When an investigator can prove that an offence happened, they take into consideration several factors when deciding what action to take. These can include:
- the seriousness of the offence
- the level of harm to the customer
- the previous history of the offender
- whether the offender was dishonest in their actions.
The investigator may use one of the following tools to achieve compliance or to act as a deterrent.
Often offences occur due to ignorance of the law. Educating parties where appropriate about their rights and responsibilities under the Act can significantly reduce the likelihood of the offence occurring again.
The RTA seeks to encourage voluntary compliance where the parties to an investigation actively engage in the process.
Where education is not appropriate the investigator may issue a Caution Notice.
The Caution Notice reminds the party of their legislative requirements under the Act and puts them on notice that it will be taken into consideration when determining the outcome for any future breaches of the same section of the Act.

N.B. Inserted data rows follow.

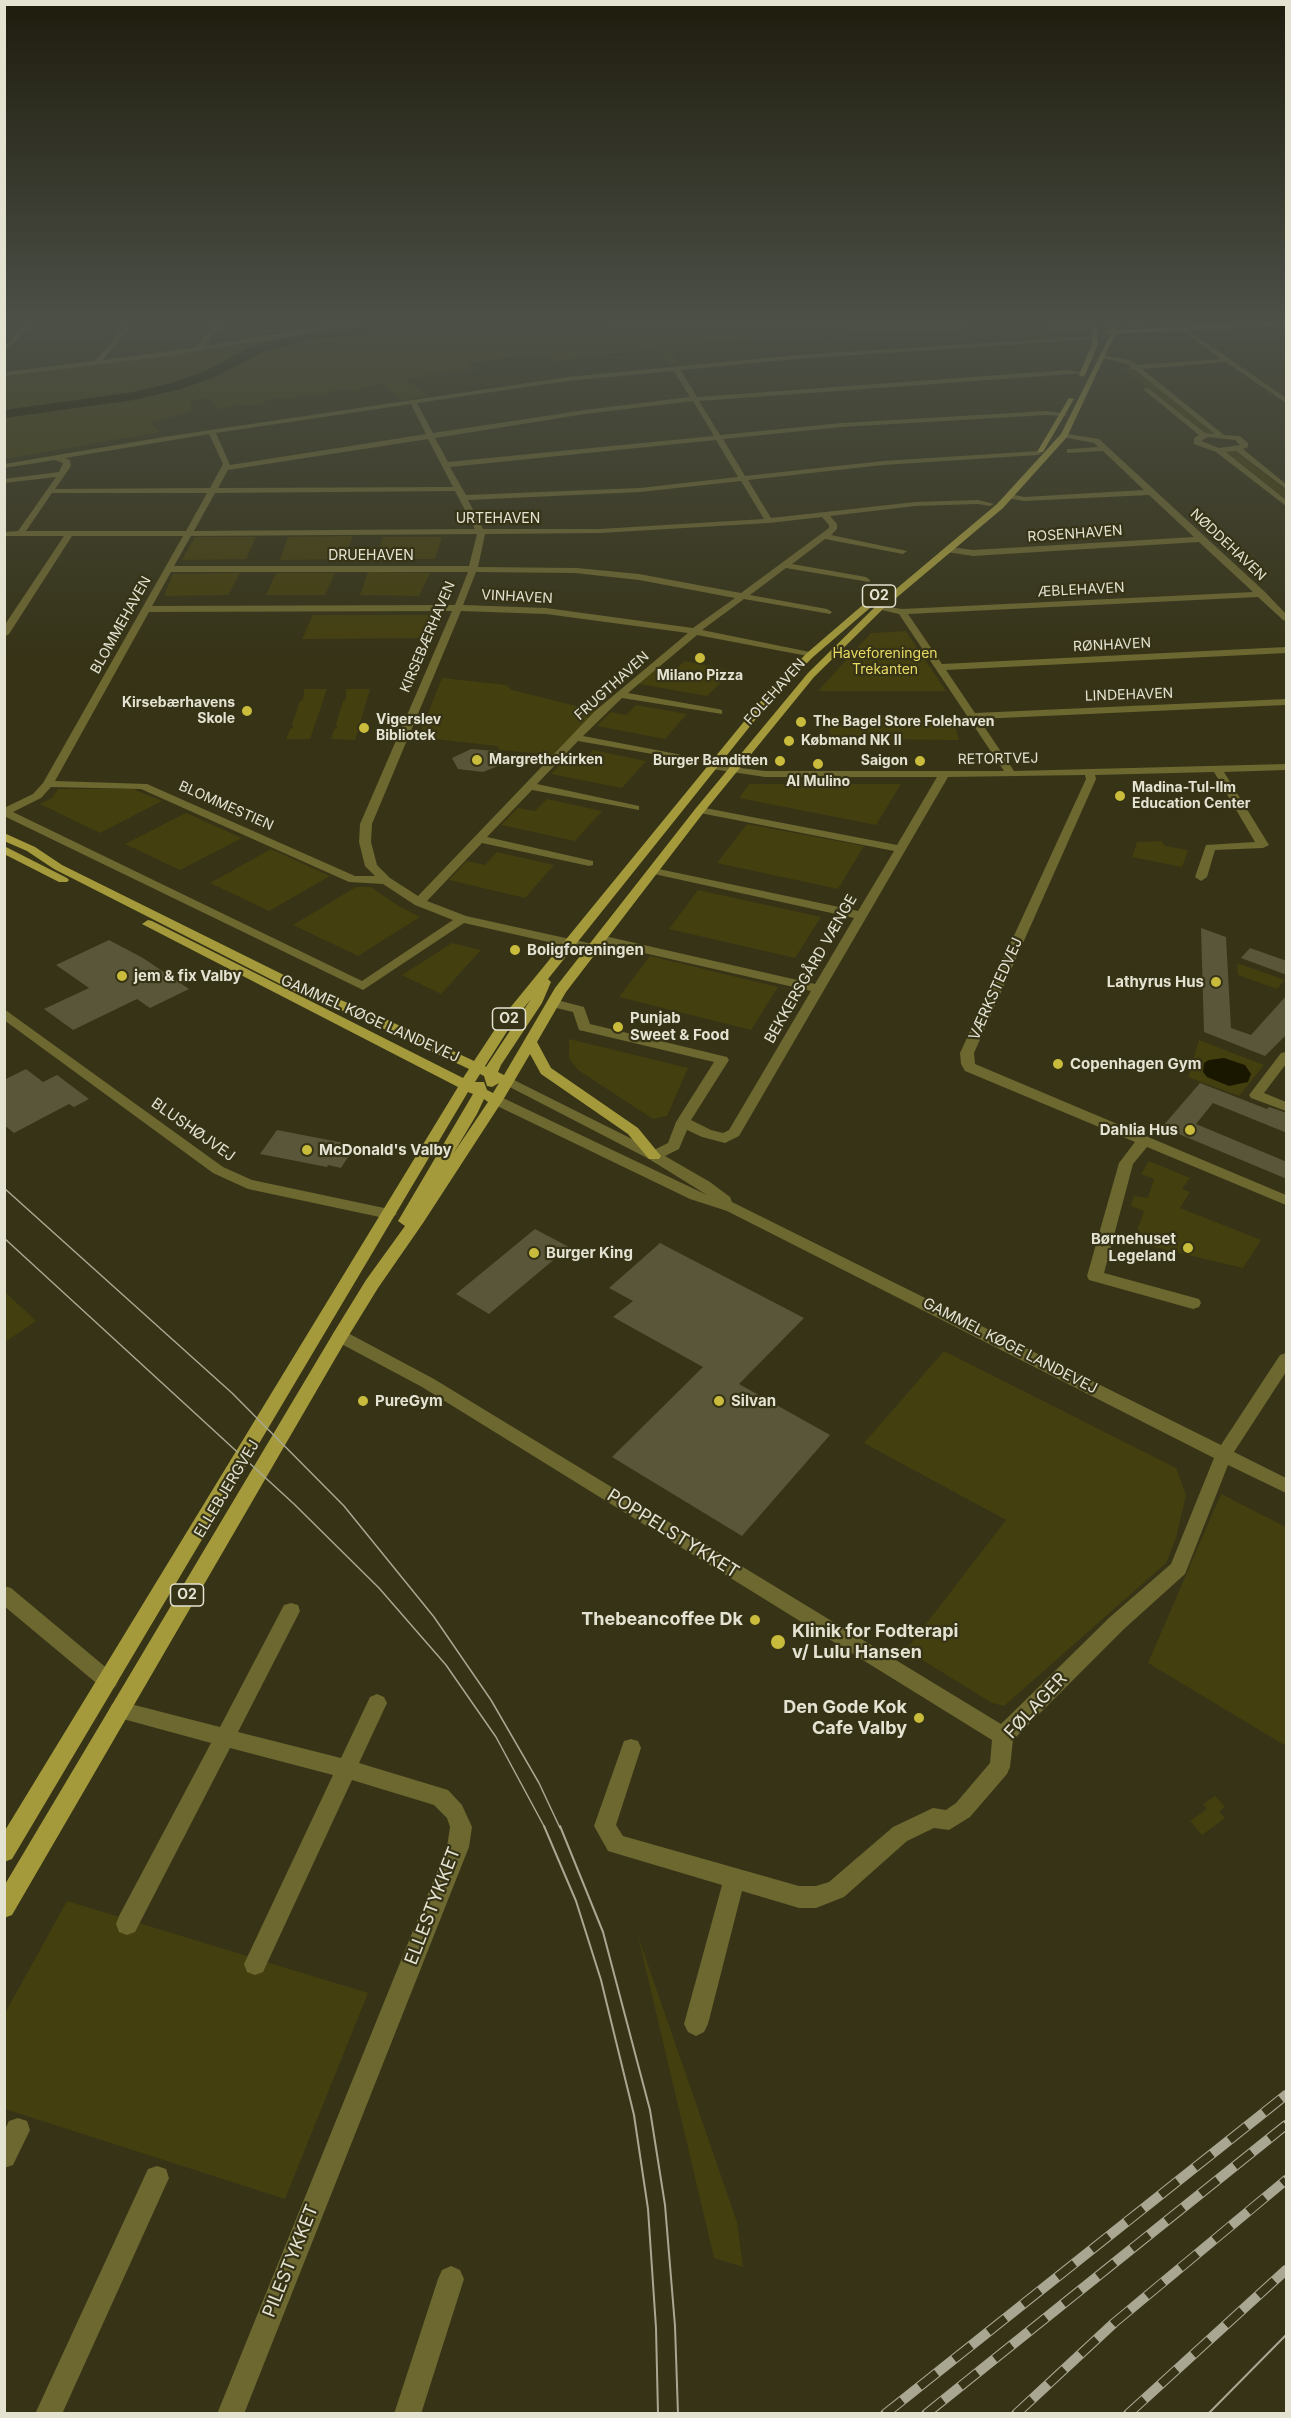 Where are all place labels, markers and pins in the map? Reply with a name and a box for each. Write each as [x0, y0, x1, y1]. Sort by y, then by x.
marker: Milano Pizza [693, 651, 707, 665]
place label: Milano Pizza [657, 668, 743, 684]
place label: Kirsebærhavens Skole [122, 695, 235, 728]
marker: Kirsebærhavens Skole [240, 704, 254, 718]
place label: Vigerslev Bibliotek [376, 712, 441, 744]
place label: The Bagel Store Folehaven [813, 714, 994, 730]
marker: The Bagel Store Folehaven [794, 715, 808, 729]
marker: Vigerslev Bibliotek [357, 721, 371, 735]
place label: Købmand NK II [801, 733, 902, 749]
marker: Købmand NK II [782, 734, 796, 748]
place label: Margrethekirken [489, 752, 603, 768]
marker: Margrethekirken [470, 753, 484, 767]
place label: Burger Banditten [653, 753, 768, 769]
place label: Saigon [861, 753, 908, 769]
marker: Burger Banditten [773, 754, 787, 768]
marker: Saigon [913, 754, 927, 768]
marker: Al Mulino [811, 757, 825, 771]
place label: Al Mulino [786, 774, 850, 790]
place label: Madina-Tul-Ilm Education Center [1132, 780, 1251, 813]
marker: Madina-Tul-Ilm Education Center [1113, 789, 1127, 803]
place label: Boligforeningen [527, 941, 644, 959]
marker: Boligforeningen [508, 943, 522, 957]
place label: jem & fix Valby [134, 967, 242, 985]
marker: jem & fix Valby [115, 969, 129, 983]
place label: Lathyrus Hus [1107, 973, 1204, 991]
marker: Lathyrus Hus [1209, 975, 1223, 989]
place label: Punjab Sweet & Food [630, 1009, 729, 1044]
marker: Punjab Sweet & Food [611, 1020, 625, 1034]
place label: Copenhagen Gym [1070, 1055, 1201, 1073]
marker: Copenhagen Gym [1051, 1057, 1065, 1071]
place label: Dahlia Hus [1100, 1121, 1178, 1139]
marker: Dahlia Hus [1183, 1123, 1197, 1137]
place label: McDonald's Valby [319, 1141, 452, 1159]
marker: McDonald's Valby [300, 1143, 314, 1157]
place label: Børnehuset Legeland [1091, 1230, 1176, 1265]
marker: Børnehuset Legeland [1181, 1241, 1195, 1255]
place label: Burger King [546, 1244, 633, 1262]
marker: Burger King [527, 1246, 541, 1260]
place label: PureGym [375, 1392, 443, 1410]
place label: Silvan [731, 1392, 776, 1410]
marker: PureGym [356, 1394, 370, 1408]
marker: Silvan [712, 1394, 726, 1408]
place label: Thebeancoffee Dk [581, 1609, 743, 1631]
marker: Thebeancoffee Dk [748, 1613, 762, 1627]
place label: Klinik for Fodterapi v/ Lulu Hansen [792, 1621, 958, 1664]
marker: Klinik for Fodterapi v/ Lulu Hansen [769, 1633, 787, 1651]
place label: Den Gode Kok Cafe Valby [783, 1697, 907, 1740]
marker: Den Gode Kok Cafe Valby [912, 1711, 926, 1725]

Penalty Infringement Notices (PIN)
A PIN is a monetary fine that the RTA may issue to an individual or an organisation for committing an offence against the Act. A PIN may be issued for more serious offences that are not suitable for prosecution. More information is available on Penalty Infringement Notices.
In very serious cases the RTA may commence criminal proceedings against an individual or corporation in the Magistrates Court. This is a different legal avenue to the Queensland Civil Administrative Tribunal (QCAT) where unresolved tenancy disagreements can be heard.
If the other party is found guilty, the RTA may publish the court results for consumer protection and to encourage voluntary compliance with the Act through increased awareness. More information is available on prosecutions.
Parties to an investigation can request a formal review of the decisions and the process if they are dissatisfied with the outcome.